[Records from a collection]
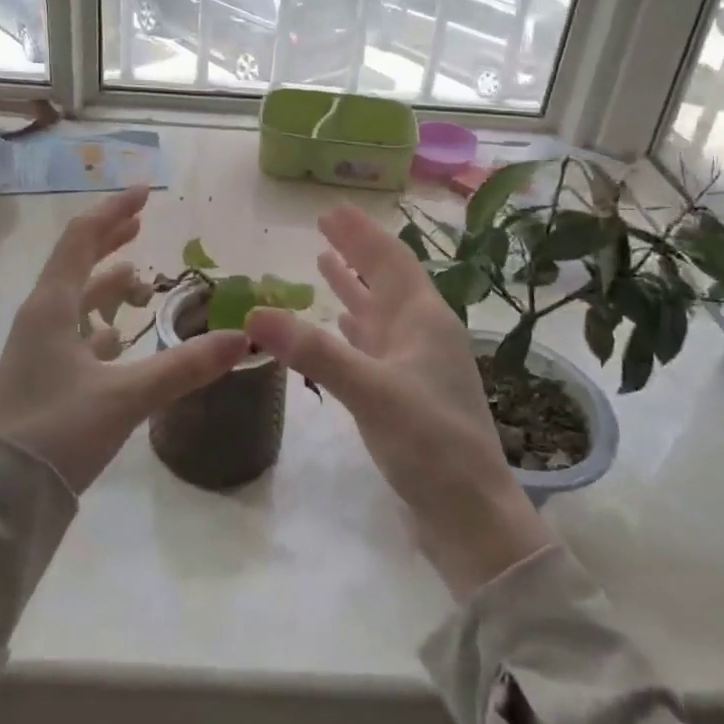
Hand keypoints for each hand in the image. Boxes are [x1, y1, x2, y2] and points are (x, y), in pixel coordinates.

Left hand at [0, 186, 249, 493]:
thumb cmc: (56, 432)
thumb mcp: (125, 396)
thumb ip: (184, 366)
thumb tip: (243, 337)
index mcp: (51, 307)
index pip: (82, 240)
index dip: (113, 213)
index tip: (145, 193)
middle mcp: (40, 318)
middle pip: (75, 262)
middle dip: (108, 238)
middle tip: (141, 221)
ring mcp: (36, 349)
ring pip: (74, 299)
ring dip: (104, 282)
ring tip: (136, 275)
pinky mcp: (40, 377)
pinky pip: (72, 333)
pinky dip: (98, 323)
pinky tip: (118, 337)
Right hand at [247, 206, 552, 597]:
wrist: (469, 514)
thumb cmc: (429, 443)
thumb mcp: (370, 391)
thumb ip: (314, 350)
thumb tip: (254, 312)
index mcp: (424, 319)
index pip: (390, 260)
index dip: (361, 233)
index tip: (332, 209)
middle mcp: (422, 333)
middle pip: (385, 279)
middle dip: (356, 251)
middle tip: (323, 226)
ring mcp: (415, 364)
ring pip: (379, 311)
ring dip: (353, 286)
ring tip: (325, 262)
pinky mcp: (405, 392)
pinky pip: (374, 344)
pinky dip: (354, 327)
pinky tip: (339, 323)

Assignment: Word for word, write out each of the records, but not the pictures.

Result of this task:
Hand keypoints for each hand in the image. Boxes are [x1, y1, x2, y2] and points are (x, y), in pixel coordinates.

Left hand at [0, 186, 249, 493]:
thumb cmc: (56, 432)
thumb mcp: (125, 396)
thumb ip: (184, 366)
thumb tip: (243, 337)
index mcp: (51, 307)
index pip: (82, 240)
index dip: (113, 213)
index tip: (145, 193)
middle mcp: (40, 318)
middle pip: (75, 262)
middle dip: (108, 238)
middle tip: (141, 221)
ring mcp: (36, 349)
ring pip: (74, 299)
ring dip: (104, 282)
ring tip: (136, 275)
pinky mcp: (40, 377)
pinky pip: (72, 333)
pinky dip: (98, 323)
pinky tip: (118, 337)
Right hand at [247, 206, 552, 597]:
wrist: (469, 514)
thumb cmc: (429, 443)
thumb mcp: (370, 391)
thumb ip: (314, 350)
thumb tip: (254, 312)
index mcp: (424, 319)
index pip: (390, 260)
index dip: (361, 233)
index tip: (332, 209)
middle mcp: (422, 333)
middle pip: (385, 279)
middle dip: (356, 251)
middle tip: (323, 226)
ring mcp: (415, 364)
ring pip: (379, 311)
ring dip: (353, 286)
ring tip: (325, 262)
pinky mcp: (405, 392)
pinky pip: (374, 344)
pinky dip: (354, 327)
pinky tip: (339, 323)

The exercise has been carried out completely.